▶ _Problem details_
Below are some entries. Count how many of their lines include "dead", then give that number only.

(Stored data)
- - - - - - -

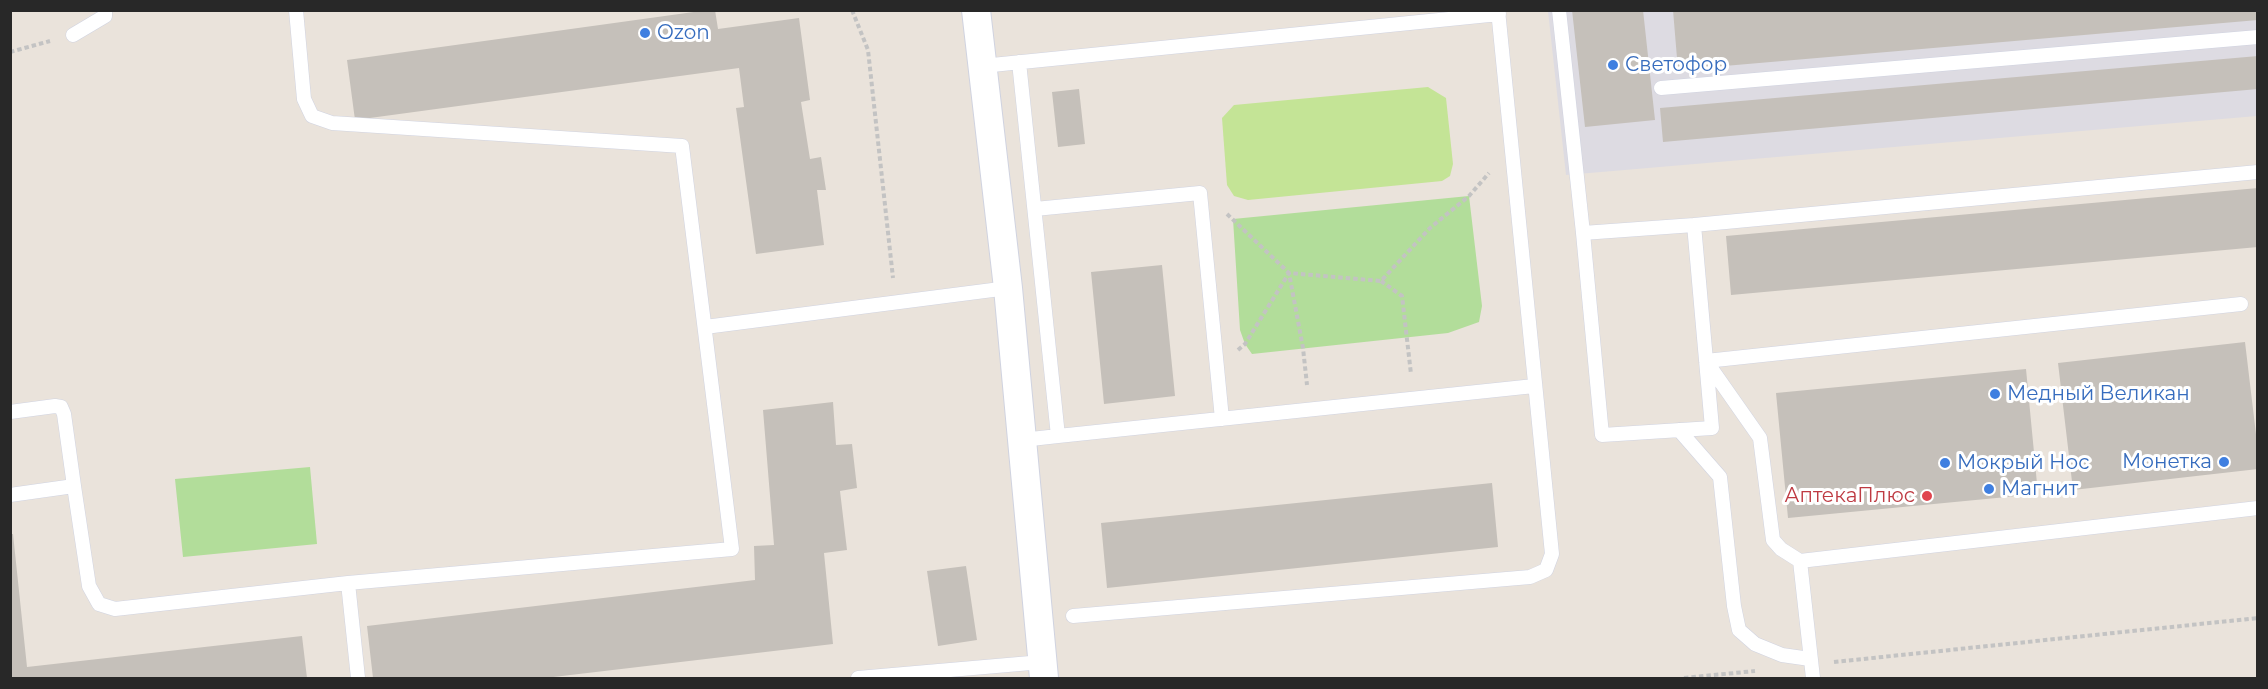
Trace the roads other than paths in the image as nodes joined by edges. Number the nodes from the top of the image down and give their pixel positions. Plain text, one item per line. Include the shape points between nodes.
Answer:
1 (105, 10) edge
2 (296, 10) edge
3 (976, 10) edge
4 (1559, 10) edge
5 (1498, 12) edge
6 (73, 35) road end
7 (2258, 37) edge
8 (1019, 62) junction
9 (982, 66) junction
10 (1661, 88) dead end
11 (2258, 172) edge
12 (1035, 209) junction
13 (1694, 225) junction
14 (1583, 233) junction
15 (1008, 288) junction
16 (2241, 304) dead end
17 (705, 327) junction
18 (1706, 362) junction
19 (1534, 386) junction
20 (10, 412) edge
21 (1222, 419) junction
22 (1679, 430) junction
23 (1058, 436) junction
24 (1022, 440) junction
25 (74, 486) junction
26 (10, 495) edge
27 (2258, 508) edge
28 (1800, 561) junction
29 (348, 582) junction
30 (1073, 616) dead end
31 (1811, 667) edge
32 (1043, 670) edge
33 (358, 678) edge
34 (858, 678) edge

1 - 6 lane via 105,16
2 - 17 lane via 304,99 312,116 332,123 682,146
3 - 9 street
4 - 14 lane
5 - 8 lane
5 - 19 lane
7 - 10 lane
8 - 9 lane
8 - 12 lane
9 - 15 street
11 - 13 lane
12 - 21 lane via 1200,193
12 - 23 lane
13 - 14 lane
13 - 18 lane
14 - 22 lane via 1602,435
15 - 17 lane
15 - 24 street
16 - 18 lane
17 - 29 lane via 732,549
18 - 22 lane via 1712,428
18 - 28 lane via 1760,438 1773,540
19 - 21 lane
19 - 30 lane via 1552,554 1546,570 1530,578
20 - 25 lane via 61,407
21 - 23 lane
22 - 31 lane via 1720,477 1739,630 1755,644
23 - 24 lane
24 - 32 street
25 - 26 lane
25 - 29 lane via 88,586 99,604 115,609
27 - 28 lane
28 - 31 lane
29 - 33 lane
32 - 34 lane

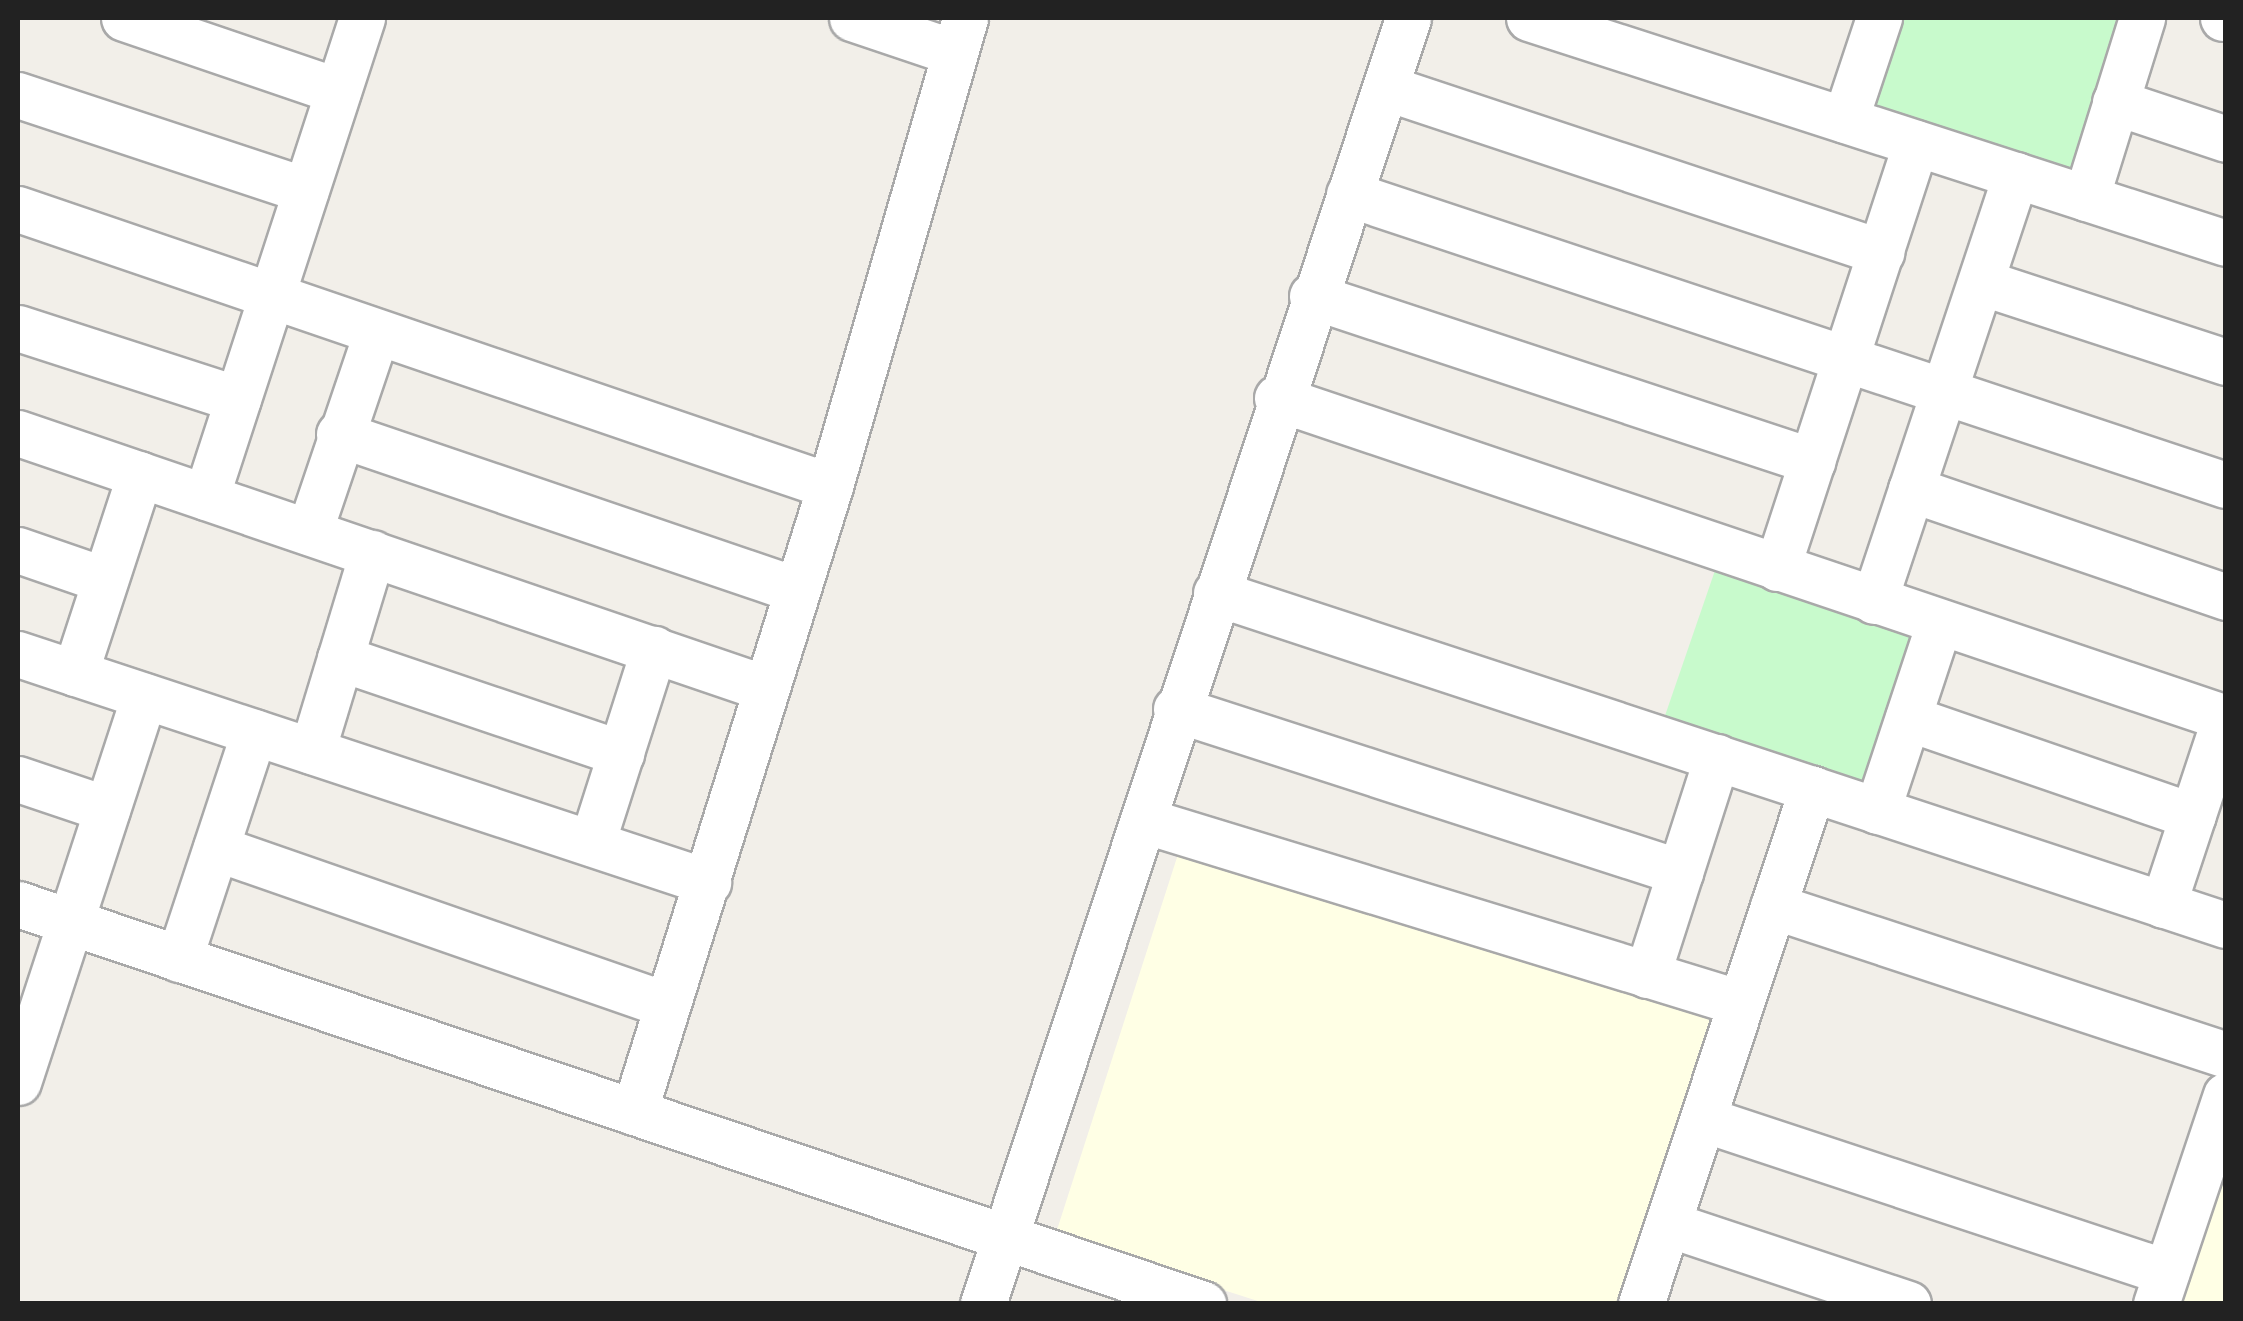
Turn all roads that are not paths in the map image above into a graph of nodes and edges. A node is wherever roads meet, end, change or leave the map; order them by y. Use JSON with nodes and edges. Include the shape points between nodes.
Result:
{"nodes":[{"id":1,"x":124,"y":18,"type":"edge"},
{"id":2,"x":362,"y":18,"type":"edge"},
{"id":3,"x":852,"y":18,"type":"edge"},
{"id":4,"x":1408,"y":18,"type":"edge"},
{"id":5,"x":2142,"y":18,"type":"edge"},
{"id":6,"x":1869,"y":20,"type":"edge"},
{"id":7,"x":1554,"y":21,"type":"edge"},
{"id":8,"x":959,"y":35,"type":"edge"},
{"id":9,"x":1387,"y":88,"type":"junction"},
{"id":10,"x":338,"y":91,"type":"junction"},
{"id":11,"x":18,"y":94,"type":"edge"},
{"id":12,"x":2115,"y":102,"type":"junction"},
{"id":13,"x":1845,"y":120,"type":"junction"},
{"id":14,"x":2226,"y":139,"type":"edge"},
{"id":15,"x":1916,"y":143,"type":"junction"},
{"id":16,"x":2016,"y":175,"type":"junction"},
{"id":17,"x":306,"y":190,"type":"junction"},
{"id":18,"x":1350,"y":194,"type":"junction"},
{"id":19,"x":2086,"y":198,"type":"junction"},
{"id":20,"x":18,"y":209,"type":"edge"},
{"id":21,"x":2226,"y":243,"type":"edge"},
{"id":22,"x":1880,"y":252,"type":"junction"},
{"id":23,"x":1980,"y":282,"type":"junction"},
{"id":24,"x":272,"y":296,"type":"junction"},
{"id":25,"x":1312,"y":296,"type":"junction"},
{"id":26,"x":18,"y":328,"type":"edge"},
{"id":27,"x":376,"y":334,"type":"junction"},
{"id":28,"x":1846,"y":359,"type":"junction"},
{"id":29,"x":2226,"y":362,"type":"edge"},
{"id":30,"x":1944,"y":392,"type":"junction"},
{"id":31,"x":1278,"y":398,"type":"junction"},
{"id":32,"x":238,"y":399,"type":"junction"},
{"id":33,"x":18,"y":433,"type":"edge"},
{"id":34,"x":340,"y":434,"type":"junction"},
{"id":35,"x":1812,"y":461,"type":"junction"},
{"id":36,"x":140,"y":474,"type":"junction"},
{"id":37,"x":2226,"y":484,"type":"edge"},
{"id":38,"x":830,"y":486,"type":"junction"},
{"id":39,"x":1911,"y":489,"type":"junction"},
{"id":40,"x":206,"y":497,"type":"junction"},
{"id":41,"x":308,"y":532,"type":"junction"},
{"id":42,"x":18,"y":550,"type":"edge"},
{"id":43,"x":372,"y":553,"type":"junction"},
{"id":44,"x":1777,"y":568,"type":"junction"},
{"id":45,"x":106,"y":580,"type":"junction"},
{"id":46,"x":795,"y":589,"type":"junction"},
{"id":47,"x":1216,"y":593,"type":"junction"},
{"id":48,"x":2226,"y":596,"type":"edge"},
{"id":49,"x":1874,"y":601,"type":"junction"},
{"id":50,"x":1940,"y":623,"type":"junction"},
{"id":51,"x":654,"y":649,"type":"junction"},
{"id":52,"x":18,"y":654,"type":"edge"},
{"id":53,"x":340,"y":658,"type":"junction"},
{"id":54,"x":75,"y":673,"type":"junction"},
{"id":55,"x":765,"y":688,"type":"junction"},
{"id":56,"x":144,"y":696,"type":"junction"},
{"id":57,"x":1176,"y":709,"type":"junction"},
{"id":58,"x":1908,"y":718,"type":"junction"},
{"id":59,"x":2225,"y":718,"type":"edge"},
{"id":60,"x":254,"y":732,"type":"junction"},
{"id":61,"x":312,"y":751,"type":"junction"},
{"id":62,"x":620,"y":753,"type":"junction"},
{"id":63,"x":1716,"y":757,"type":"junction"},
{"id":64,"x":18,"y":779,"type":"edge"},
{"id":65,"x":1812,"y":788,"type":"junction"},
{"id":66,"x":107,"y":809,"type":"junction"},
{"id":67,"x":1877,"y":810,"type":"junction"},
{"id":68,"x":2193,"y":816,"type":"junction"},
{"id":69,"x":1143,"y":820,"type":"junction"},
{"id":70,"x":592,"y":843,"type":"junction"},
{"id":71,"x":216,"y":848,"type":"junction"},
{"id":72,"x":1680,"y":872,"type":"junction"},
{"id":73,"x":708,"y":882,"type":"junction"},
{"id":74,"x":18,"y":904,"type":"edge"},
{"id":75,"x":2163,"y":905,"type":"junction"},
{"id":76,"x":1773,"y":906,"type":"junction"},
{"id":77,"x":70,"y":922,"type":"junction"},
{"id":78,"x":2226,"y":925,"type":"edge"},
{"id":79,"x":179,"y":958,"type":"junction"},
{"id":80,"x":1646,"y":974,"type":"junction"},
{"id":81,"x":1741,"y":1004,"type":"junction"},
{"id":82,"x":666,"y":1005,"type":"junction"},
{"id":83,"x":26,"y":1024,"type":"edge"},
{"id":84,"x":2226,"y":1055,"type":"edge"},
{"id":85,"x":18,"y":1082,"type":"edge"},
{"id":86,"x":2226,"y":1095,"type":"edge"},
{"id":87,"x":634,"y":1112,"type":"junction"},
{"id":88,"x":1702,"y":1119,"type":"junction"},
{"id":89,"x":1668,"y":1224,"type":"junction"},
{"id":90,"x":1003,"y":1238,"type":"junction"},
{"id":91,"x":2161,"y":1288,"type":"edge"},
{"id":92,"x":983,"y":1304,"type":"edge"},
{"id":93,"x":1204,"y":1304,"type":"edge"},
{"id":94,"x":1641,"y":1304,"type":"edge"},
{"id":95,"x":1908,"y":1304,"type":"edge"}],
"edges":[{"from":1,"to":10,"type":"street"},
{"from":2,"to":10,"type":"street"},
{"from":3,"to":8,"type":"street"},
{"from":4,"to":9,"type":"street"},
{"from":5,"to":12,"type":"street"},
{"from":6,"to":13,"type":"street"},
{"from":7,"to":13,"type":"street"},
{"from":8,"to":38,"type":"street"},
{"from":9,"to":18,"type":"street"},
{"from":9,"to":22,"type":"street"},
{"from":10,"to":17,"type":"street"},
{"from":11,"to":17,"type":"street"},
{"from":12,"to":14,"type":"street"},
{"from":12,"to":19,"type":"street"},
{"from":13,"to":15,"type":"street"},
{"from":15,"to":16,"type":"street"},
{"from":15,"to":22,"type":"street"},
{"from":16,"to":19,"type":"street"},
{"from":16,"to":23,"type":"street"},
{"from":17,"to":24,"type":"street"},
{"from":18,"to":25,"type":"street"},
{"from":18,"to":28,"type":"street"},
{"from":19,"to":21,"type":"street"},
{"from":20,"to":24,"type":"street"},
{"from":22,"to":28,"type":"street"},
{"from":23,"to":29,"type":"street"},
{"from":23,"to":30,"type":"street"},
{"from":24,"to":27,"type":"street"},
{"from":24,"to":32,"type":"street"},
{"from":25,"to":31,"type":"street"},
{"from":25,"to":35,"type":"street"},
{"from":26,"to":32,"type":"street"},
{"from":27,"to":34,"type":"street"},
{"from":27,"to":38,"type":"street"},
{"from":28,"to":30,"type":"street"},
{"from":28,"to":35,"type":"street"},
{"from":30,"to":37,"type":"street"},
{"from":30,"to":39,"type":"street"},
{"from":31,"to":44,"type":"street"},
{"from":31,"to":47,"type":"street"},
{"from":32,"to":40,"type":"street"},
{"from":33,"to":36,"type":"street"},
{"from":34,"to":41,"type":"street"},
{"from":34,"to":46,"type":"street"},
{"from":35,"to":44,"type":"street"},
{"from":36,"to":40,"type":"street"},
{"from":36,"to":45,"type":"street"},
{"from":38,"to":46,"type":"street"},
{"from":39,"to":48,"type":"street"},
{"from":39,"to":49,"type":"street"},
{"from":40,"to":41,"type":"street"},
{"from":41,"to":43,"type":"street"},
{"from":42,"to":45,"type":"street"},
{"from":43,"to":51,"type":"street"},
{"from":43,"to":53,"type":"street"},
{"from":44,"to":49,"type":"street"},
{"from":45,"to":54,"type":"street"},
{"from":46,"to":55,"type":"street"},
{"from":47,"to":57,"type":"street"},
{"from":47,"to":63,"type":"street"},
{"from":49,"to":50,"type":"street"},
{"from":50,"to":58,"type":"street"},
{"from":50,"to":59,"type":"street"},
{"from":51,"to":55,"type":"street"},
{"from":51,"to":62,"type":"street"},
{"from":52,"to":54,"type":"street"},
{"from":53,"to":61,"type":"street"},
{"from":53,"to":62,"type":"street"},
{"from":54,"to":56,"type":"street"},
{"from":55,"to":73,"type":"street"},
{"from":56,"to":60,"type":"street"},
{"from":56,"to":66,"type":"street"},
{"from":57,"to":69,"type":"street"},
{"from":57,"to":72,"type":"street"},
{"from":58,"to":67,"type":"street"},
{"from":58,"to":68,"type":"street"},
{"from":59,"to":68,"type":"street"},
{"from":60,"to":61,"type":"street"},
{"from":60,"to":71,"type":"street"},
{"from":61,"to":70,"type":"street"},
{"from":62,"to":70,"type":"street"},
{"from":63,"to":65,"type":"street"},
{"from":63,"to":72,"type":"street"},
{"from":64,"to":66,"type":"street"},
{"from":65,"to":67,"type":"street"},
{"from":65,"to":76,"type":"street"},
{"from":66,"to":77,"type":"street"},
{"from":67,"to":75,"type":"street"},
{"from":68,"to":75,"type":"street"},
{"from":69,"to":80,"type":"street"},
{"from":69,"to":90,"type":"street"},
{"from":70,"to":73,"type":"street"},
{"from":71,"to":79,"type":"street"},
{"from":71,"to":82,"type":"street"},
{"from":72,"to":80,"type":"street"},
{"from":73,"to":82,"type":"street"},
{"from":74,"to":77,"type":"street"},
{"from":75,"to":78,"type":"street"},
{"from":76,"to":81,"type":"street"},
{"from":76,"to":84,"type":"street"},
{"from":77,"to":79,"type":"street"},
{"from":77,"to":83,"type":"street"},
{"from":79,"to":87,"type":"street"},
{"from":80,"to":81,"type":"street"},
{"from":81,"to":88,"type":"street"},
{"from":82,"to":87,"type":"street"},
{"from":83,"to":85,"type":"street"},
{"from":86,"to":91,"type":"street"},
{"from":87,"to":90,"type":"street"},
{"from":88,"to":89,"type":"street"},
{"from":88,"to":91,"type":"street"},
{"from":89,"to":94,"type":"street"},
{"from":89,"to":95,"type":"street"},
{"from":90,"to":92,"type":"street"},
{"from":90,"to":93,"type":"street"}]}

- - - - - - -

▶ _The answer_
3